[Collected data entries]
----

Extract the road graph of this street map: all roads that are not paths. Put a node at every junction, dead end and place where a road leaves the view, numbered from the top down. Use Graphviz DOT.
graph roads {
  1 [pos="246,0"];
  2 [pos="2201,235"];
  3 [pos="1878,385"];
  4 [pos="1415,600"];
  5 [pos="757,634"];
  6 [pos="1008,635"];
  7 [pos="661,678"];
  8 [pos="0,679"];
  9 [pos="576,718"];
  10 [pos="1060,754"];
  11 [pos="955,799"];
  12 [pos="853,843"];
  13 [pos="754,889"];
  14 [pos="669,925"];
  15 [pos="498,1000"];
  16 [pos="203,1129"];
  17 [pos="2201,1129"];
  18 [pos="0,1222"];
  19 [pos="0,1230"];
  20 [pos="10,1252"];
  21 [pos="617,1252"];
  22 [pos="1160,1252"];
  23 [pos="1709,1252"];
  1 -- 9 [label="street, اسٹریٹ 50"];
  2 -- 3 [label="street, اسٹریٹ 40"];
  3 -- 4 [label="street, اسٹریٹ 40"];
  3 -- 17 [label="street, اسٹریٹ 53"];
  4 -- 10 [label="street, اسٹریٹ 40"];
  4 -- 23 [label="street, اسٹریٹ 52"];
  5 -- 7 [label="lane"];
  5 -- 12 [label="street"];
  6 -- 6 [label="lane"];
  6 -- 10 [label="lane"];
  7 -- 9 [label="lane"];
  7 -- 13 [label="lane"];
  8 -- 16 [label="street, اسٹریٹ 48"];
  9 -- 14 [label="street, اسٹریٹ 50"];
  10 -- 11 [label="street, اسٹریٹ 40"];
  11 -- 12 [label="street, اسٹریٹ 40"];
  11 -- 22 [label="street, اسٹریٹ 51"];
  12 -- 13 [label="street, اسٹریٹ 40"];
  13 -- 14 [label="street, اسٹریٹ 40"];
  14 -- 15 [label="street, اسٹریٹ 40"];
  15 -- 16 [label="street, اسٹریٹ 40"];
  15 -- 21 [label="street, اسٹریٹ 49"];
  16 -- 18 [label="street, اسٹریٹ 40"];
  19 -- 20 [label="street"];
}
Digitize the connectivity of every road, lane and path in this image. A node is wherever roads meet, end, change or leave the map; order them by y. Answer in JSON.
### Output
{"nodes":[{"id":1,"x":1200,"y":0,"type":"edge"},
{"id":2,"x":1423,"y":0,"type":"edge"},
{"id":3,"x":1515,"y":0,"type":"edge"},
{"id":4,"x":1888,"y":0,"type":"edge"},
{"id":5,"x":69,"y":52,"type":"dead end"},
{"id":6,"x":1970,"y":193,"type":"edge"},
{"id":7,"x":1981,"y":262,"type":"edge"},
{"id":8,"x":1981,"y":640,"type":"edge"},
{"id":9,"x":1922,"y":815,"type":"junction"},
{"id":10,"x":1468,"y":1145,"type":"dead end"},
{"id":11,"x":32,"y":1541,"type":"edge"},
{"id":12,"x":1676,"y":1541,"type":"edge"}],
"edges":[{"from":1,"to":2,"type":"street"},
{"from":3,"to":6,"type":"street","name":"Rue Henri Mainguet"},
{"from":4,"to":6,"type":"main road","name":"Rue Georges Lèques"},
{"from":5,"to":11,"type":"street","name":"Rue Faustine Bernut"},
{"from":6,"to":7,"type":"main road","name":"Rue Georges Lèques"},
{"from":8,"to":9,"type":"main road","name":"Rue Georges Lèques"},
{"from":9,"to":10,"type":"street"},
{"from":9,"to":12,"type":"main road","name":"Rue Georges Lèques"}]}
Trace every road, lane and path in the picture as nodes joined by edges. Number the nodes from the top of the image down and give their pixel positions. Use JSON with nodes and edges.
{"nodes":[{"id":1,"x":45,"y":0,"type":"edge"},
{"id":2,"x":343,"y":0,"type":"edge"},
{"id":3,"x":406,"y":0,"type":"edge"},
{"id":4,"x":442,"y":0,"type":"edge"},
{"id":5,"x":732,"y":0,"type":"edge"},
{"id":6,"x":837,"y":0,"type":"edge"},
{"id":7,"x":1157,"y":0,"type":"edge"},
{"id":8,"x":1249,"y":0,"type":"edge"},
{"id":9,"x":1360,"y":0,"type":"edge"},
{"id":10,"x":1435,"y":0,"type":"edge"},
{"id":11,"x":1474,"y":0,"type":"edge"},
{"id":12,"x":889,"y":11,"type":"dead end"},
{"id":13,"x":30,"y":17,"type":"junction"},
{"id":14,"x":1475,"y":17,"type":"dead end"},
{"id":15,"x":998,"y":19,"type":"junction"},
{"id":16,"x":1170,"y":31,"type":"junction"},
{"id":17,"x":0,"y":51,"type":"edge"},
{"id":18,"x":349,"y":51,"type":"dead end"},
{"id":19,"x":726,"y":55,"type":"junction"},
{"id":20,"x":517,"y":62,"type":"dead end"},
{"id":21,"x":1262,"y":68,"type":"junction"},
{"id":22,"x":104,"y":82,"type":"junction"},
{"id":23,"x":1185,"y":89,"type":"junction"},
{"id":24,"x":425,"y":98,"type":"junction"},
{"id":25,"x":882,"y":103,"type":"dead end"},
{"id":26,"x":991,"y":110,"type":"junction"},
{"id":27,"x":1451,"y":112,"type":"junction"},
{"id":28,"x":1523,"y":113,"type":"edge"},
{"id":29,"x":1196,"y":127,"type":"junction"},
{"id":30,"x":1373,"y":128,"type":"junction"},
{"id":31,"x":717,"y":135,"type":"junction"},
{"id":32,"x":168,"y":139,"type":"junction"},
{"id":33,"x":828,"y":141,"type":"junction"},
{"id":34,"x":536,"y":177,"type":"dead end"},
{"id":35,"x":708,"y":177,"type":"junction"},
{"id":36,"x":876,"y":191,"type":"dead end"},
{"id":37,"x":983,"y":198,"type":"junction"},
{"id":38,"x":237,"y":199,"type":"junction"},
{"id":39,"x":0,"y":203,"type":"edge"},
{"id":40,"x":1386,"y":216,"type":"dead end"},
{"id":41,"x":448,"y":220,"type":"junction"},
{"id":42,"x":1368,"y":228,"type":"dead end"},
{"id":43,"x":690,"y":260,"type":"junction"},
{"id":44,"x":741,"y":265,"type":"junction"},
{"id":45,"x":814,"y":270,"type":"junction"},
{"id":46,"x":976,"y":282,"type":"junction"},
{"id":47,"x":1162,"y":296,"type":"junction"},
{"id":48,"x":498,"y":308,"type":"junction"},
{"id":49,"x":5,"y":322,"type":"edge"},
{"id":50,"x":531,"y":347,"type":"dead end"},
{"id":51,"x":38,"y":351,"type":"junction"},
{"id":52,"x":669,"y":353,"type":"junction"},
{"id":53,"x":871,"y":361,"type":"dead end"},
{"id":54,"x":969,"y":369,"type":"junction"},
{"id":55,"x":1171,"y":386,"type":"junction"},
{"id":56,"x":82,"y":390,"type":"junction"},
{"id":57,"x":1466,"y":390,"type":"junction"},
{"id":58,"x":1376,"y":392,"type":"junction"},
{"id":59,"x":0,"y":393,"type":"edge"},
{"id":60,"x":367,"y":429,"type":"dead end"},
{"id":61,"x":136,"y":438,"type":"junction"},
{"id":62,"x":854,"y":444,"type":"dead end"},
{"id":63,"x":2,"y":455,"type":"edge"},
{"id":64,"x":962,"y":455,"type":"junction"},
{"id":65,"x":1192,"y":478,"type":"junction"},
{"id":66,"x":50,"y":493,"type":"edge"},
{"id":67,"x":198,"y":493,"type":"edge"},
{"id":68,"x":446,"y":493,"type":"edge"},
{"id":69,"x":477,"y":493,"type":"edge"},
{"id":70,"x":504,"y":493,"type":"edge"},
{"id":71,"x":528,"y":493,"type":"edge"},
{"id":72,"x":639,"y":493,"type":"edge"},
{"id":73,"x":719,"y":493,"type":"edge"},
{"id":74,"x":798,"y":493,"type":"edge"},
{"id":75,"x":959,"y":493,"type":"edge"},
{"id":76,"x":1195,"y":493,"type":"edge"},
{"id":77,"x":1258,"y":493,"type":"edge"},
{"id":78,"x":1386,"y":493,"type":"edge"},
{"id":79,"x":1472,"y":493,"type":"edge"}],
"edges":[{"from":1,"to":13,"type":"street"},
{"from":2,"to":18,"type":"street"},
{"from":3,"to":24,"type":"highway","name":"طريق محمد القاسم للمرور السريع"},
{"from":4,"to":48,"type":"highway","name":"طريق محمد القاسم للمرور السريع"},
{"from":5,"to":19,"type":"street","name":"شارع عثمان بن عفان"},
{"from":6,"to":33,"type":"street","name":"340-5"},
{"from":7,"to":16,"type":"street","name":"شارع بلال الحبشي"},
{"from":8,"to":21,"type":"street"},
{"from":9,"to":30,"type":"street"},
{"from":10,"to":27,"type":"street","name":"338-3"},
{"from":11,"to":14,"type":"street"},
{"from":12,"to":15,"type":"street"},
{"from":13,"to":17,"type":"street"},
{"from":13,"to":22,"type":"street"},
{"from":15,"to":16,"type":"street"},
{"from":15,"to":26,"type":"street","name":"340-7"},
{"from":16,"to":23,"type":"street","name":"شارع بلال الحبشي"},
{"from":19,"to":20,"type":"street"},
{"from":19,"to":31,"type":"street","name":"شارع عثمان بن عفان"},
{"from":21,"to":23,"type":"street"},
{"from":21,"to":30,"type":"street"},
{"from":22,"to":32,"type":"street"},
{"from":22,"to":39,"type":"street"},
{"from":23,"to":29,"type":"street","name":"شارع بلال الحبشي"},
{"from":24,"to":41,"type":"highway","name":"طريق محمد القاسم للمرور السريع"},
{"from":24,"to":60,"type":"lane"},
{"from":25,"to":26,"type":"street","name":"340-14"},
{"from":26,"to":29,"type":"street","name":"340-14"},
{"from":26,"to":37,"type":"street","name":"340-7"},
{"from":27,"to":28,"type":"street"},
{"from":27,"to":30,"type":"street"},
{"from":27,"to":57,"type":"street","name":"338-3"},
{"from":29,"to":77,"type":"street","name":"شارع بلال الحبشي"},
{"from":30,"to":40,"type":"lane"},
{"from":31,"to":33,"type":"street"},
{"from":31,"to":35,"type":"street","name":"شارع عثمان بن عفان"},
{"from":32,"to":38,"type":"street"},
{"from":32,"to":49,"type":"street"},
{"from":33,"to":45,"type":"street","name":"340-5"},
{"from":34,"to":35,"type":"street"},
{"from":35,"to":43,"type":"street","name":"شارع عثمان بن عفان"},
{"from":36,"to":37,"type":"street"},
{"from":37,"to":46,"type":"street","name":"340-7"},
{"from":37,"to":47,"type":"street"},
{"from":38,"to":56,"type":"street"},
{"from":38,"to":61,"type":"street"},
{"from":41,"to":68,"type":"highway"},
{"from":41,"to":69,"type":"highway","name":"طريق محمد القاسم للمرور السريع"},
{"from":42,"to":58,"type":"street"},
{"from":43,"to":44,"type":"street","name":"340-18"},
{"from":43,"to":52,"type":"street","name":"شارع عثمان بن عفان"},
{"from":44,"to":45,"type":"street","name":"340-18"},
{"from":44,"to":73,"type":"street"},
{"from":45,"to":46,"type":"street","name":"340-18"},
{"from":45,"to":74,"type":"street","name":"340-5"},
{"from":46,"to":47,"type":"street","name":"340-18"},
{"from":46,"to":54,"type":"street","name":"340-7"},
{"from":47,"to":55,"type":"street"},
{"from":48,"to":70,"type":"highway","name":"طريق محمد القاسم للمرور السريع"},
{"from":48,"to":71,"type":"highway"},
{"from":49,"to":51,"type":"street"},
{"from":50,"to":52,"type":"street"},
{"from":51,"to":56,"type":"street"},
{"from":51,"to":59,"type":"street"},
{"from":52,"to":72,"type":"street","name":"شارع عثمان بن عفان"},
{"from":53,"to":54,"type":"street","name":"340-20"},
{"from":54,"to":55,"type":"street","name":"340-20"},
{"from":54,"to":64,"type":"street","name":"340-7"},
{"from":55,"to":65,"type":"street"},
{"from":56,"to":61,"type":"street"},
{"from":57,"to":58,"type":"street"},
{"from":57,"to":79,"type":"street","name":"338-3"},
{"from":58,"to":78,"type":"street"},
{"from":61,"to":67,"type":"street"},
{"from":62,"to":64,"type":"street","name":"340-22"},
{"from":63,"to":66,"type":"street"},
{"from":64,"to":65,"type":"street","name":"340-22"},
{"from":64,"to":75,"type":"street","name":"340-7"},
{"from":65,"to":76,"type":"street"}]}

----

◆ **EXERCISE GOAL**:
Among the records above, find the lines where the word "roads" appears and copy them.

◆ **OUTPUT OF THE EXERCISE**:
Extract the road graph of this street map: all roads that are not paths. Put a node at every junction, dead end and place where a road leaves the view, numbered from the top down. Use Graphviz DOT.
graph roads {
Digitize the connectivity of every road, lane and path in this image. A node is wherever roads meet, end, change or leave the map; order them by y. Answer in JSON.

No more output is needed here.